━━━ Records ━━━

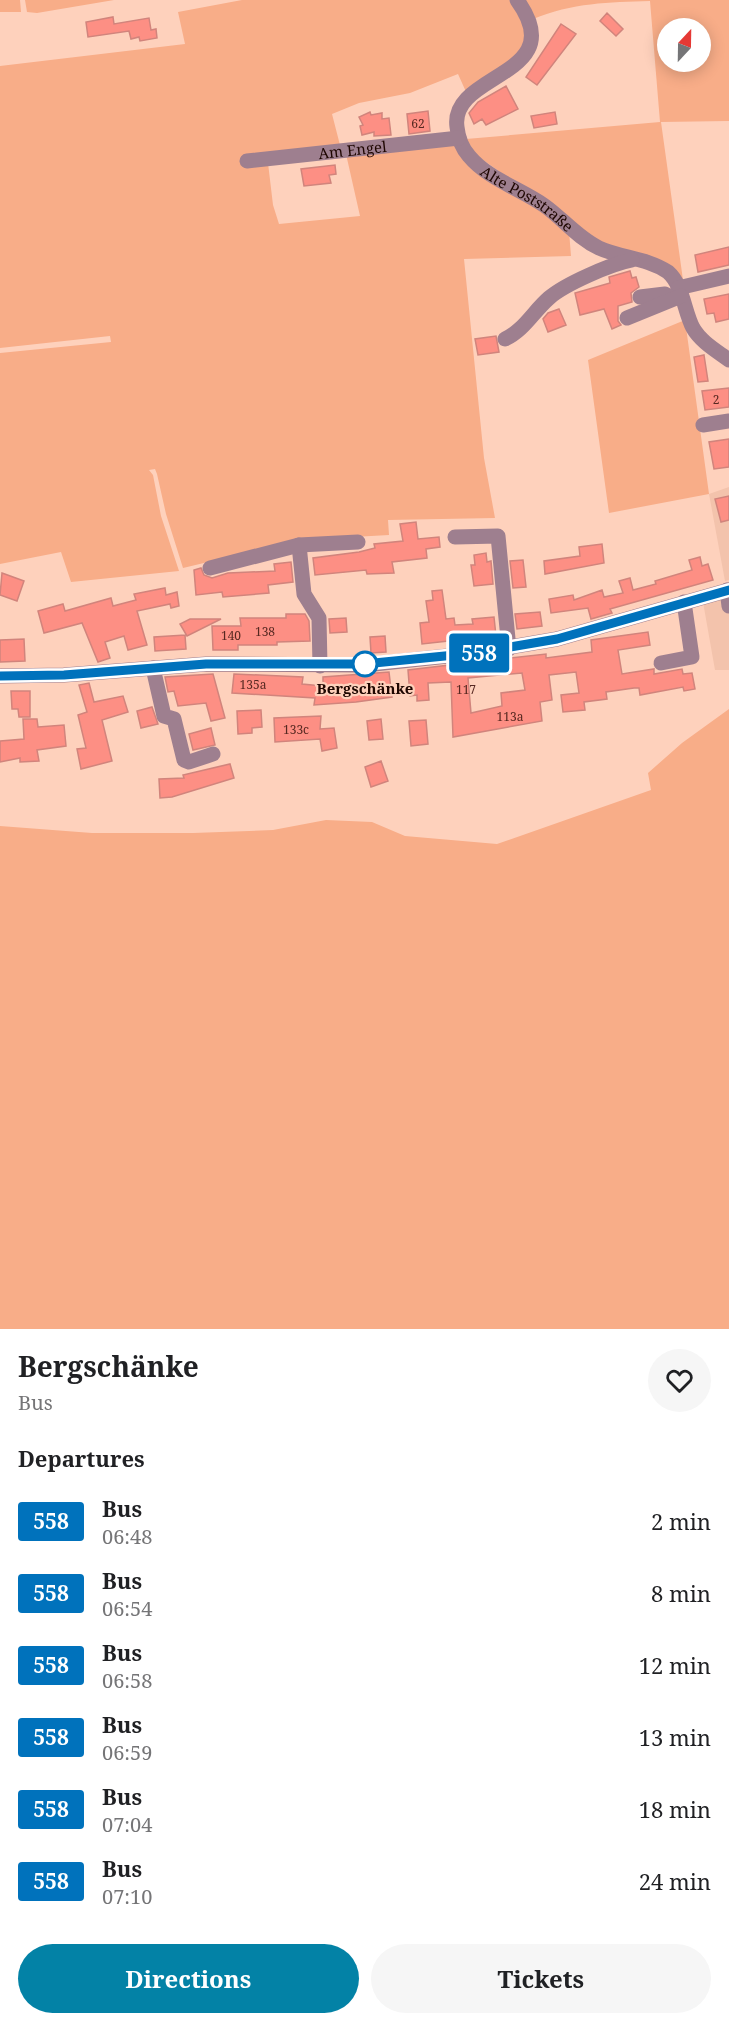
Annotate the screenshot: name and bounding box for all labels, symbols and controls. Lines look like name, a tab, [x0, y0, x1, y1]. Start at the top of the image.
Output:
north arrow	[657, 18, 711, 72]
map controls	[657, 18, 711, 72]
house number: 62	[411, 115, 425, 132]
street label: Am Engel	[317, 136, 388, 163]
street label: Alte Poststraße	[477, 161, 578, 236]
house number: 2	[713, 391, 719, 408]
house number: 138	[255, 623, 275, 640]
house number: 140	[221, 627, 241, 644]
line badge: 558	[444, 634, 514, 672]
text: 558	[461, 639, 497, 667]
marker: Bergschänke	[352, 651, 378, 677]
house number: 135a	[240, 676, 267, 693]
place label: Bergschänke	[317, 678, 413, 698]
house number: 117	[456, 681, 476, 698]
house number: 113a	[497, 708, 524, 725]
house number: 133c	[283, 721, 309, 738]
text: Bergschänke	[18, 1347, 199, 1385]
button: heart	[648, 1349, 711, 1412]
text: Bus	[18, 1389, 53, 1416]
text: Departures	[18, 1443, 145, 1473]
text: Bus	[102, 1493, 142, 1523]
text: 2 min	[651, 1506, 711, 1536]
text: 558	[33, 1507, 69, 1535]
text: 06:48	[102, 1523, 152, 1550]
text: Bus	[102, 1565, 142, 1595]
text: 8 min	[651, 1578, 711, 1608]
text: 558	[33, 1579, 69, 1607]
text: 06:54	[102, 1595, 152, 1622]
text: Bus	[102, 1637, 142, 1667]
text: 12 min	[639, 1650, 711, 1680]
text: 558	[33, 1651, 69, 1679]
text: 06:58	[102, 1667, 152, 1694]
text: Bus	[102, 1709, 142, 1739]
text: 13 min	[639, 1722, 711, 1752]
text: 558	[33, 1723, 69, 1751]
text: 06:59	[102, 1739, 152, 1766]
text: Bus	[102, 1781, 142, 1811]
text: 18 min	[639, 1794, 711, 1824]
text: 558	[33, 1795, 69, 1823]
text: 07:04	[102, 1811, 152, 1838]
text: Bus	[102, 1853, 142, 1883]
text: 24 min	[639, 1866, 711, 1896]
text: 558	[33, 1867, 69, 1895]
text: 07:10	[102, 1883, 152, 1910]
button: Directions	[18, 1944, 359, 2013]
button: Tickets	[371, 1944, 711, 2013]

━━━

Copy whichever lines above contain the string "street".

street label: Am Engel	[317, 136, 388, 163]
street label: Alte Poststraße	[477, 161, 578, 236]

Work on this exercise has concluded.